What to do:
Copy each line containing the word "graph" from the records that follow, please.

*** Opening of Dataset ***

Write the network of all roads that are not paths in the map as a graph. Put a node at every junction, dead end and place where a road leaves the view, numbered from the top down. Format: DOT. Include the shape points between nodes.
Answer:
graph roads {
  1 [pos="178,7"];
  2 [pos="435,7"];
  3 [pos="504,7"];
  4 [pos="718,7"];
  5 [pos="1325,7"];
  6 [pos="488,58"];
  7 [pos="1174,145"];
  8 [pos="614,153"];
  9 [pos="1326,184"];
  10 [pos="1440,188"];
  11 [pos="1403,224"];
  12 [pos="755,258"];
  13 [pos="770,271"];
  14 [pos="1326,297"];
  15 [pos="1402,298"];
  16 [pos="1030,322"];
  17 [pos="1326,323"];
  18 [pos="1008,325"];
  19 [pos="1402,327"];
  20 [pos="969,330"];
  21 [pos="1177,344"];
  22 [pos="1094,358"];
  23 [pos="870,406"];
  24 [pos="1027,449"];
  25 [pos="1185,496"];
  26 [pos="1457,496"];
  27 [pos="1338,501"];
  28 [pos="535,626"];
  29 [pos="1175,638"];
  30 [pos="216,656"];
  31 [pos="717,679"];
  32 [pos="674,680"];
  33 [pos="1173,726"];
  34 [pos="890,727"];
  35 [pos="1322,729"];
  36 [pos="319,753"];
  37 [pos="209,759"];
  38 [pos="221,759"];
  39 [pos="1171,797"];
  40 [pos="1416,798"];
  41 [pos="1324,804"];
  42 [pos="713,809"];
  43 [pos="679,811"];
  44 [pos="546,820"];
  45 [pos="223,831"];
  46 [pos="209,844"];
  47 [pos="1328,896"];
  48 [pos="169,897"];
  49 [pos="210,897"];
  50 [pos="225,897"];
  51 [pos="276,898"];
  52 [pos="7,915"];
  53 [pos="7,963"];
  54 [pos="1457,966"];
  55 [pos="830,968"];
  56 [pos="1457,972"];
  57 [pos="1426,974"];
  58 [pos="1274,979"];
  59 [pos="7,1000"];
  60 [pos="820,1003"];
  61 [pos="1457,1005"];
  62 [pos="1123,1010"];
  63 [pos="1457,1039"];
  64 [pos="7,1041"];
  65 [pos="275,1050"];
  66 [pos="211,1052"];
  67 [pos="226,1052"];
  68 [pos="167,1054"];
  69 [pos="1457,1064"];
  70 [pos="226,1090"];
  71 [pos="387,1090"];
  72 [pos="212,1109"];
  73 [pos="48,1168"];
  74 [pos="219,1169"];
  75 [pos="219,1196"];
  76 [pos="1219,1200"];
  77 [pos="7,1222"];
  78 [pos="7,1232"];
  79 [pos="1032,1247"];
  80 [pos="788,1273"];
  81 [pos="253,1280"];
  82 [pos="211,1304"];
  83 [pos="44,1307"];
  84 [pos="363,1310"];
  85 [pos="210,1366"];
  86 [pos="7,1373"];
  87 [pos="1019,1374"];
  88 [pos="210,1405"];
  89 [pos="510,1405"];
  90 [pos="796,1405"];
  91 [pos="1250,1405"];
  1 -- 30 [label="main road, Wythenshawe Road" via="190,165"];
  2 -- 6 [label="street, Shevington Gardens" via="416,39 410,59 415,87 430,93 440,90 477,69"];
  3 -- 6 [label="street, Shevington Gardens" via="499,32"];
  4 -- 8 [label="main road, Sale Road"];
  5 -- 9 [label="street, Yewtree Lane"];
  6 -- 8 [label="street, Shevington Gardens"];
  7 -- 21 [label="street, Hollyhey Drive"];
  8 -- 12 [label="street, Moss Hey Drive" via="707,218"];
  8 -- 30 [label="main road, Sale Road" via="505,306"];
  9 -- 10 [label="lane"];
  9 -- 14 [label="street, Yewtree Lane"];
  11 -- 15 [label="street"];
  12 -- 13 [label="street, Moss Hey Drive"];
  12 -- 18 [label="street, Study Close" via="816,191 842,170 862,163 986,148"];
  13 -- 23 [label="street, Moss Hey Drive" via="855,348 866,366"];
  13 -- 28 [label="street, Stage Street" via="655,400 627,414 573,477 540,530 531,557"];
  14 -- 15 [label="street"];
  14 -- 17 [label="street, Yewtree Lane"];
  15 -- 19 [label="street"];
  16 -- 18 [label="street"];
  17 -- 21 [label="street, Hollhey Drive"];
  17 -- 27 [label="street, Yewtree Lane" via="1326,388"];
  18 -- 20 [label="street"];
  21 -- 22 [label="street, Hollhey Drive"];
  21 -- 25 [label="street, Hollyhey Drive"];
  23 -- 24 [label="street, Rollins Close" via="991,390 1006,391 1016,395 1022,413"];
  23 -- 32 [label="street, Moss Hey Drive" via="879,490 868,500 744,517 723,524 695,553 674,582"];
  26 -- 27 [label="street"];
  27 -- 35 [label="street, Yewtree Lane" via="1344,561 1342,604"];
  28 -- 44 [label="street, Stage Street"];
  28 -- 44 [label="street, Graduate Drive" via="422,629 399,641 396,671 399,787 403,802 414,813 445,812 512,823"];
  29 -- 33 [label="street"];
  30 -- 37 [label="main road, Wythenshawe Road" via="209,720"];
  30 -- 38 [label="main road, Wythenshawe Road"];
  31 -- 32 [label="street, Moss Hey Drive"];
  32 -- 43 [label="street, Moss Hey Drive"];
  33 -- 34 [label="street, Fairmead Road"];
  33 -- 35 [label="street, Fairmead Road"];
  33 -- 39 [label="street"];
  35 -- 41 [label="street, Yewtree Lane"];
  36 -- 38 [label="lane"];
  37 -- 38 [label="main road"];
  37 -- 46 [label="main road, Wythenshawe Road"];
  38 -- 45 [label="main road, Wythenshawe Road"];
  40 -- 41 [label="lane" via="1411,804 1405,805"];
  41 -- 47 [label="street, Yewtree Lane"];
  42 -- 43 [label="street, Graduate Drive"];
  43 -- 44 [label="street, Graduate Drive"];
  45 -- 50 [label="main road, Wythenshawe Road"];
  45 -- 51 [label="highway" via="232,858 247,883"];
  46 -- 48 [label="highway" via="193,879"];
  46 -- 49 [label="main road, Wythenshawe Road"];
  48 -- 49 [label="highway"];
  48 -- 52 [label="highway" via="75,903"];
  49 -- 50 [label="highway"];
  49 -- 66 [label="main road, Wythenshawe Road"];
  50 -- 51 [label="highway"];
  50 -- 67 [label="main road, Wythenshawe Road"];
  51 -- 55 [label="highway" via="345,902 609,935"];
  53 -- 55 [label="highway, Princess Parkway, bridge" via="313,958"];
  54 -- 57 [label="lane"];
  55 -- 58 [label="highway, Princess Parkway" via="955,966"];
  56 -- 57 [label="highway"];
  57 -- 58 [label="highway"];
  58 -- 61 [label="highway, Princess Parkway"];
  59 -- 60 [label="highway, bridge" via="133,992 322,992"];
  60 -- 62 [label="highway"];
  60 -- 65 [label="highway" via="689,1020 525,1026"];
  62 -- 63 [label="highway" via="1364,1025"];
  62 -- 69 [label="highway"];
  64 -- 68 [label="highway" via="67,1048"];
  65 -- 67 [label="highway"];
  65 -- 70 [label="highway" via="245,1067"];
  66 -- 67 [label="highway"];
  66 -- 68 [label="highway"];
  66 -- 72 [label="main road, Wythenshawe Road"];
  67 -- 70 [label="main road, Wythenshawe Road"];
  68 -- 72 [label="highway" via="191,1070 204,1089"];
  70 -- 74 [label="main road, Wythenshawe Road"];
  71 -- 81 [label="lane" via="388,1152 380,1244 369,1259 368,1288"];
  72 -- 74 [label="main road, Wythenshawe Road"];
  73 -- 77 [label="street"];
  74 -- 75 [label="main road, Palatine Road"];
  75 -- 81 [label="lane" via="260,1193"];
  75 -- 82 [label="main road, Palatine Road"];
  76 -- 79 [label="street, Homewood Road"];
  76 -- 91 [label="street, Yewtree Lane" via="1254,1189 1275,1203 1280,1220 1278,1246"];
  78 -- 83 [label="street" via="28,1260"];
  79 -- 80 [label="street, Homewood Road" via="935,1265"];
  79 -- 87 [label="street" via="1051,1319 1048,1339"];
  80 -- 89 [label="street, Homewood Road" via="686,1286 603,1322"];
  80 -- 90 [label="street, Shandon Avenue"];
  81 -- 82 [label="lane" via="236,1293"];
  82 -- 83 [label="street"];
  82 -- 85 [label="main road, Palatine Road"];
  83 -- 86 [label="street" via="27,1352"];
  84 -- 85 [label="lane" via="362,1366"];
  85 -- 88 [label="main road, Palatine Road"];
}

*** Close of Dataset ***

Output of the task:
Write the network of all roads that are not paths in the map as a graph. Put a node at every junction, dead end and place where a road leaves the view, numbered from the top down. Format: DOT. Include the shape points between nodes.
graph roads {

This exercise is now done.